MATERIAL PROVIDED:
++++++++++++++++++++

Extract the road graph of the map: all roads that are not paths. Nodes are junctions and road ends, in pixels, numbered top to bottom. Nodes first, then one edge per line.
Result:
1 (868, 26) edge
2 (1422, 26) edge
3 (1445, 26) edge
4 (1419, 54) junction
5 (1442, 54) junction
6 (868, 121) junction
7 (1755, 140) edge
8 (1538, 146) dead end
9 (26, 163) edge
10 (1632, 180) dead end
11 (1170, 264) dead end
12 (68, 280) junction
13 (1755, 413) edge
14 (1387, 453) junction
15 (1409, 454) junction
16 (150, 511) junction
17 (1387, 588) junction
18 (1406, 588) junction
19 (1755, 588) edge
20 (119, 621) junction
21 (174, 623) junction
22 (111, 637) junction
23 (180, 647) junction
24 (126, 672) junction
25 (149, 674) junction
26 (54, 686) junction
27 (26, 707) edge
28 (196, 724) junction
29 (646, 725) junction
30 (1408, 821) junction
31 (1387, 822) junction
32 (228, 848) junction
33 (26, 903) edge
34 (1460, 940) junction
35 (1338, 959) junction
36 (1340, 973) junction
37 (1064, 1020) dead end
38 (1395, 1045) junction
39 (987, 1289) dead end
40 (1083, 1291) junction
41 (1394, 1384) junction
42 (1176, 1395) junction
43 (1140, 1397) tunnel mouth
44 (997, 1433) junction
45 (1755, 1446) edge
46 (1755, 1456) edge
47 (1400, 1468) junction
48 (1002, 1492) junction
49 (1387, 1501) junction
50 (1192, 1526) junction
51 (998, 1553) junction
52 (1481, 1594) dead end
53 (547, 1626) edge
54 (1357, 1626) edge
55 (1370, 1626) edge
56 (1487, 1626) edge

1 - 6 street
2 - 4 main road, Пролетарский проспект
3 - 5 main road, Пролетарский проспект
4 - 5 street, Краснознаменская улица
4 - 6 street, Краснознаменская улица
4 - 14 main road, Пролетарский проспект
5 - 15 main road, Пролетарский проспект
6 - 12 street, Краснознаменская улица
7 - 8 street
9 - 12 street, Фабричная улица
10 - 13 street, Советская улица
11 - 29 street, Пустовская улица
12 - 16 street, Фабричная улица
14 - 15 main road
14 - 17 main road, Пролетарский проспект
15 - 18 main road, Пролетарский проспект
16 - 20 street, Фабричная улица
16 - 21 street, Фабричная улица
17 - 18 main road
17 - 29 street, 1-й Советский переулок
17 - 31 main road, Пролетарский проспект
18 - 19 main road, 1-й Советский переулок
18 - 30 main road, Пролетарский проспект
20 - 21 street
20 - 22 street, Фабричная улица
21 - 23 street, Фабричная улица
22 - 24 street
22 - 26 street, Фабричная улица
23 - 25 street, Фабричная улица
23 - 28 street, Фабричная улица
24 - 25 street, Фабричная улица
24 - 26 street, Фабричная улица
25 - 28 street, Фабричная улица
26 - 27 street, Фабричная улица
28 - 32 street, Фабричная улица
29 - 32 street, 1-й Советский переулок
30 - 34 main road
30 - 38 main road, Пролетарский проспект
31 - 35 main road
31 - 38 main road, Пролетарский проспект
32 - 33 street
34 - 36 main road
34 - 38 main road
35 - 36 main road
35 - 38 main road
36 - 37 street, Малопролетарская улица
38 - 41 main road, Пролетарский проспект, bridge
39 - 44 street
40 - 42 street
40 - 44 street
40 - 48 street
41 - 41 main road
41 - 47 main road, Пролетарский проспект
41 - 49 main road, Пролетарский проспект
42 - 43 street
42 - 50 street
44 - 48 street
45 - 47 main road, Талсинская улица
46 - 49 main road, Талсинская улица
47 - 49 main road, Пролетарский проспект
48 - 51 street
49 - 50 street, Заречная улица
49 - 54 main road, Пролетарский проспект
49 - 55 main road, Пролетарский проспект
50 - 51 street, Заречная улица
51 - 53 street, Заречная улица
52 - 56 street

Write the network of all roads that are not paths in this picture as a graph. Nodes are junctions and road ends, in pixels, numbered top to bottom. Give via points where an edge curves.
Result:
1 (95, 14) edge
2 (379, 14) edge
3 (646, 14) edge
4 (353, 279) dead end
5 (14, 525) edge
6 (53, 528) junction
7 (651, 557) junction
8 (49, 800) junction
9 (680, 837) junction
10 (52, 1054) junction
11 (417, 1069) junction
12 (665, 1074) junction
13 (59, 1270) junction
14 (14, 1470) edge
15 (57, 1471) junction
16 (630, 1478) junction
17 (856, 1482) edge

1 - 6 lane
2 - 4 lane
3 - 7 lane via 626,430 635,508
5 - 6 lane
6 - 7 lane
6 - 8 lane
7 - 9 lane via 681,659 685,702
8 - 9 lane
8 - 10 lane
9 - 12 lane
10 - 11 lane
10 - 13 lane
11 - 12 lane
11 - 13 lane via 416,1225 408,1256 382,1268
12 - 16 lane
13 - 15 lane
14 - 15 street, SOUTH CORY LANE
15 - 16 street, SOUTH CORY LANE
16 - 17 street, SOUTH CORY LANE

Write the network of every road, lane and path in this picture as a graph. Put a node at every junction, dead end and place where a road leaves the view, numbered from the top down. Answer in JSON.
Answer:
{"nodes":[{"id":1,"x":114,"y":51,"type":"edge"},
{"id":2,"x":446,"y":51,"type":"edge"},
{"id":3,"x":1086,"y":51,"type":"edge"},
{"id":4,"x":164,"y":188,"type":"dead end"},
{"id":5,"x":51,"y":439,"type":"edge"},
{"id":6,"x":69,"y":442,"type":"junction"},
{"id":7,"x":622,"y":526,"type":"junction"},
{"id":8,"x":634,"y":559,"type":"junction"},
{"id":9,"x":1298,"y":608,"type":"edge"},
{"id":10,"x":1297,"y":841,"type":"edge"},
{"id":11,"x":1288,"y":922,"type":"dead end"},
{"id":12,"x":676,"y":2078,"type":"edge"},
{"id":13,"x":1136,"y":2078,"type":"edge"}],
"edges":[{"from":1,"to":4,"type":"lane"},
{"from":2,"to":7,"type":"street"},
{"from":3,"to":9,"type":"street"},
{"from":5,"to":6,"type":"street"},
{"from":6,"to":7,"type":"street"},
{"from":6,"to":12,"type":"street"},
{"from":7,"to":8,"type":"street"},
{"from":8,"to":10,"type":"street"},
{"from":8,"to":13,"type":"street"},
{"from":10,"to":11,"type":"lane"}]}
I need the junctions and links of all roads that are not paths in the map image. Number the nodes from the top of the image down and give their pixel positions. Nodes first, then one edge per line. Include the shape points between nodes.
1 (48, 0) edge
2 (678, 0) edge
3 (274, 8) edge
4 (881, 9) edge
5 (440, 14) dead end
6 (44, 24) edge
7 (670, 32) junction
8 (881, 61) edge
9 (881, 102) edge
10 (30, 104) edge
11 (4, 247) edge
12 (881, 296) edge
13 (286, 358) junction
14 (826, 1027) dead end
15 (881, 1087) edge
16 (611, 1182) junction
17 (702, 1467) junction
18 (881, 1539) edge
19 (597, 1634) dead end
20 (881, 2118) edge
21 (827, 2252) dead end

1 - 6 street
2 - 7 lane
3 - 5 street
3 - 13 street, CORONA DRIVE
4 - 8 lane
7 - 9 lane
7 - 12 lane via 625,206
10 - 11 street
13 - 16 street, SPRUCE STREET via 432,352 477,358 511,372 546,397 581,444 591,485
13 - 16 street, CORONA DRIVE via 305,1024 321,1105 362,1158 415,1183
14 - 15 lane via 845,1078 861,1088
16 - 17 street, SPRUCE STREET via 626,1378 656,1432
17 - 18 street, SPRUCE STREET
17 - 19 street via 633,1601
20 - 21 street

++++++++++++++++++++

Where a line of the records includes "first", copy it.

Extract the road graph of the map: all roads that are not paths. Nodes are junctions and road ends, in pixels, numbered top to bottom. Nodes first, then one edge per line.
I need the junctions and links of all roads that are not paths in the map image. Number the nodes from the top of the image down and give their pixel positions. Nodes first, then one edge per line. Include the shape points between nodes.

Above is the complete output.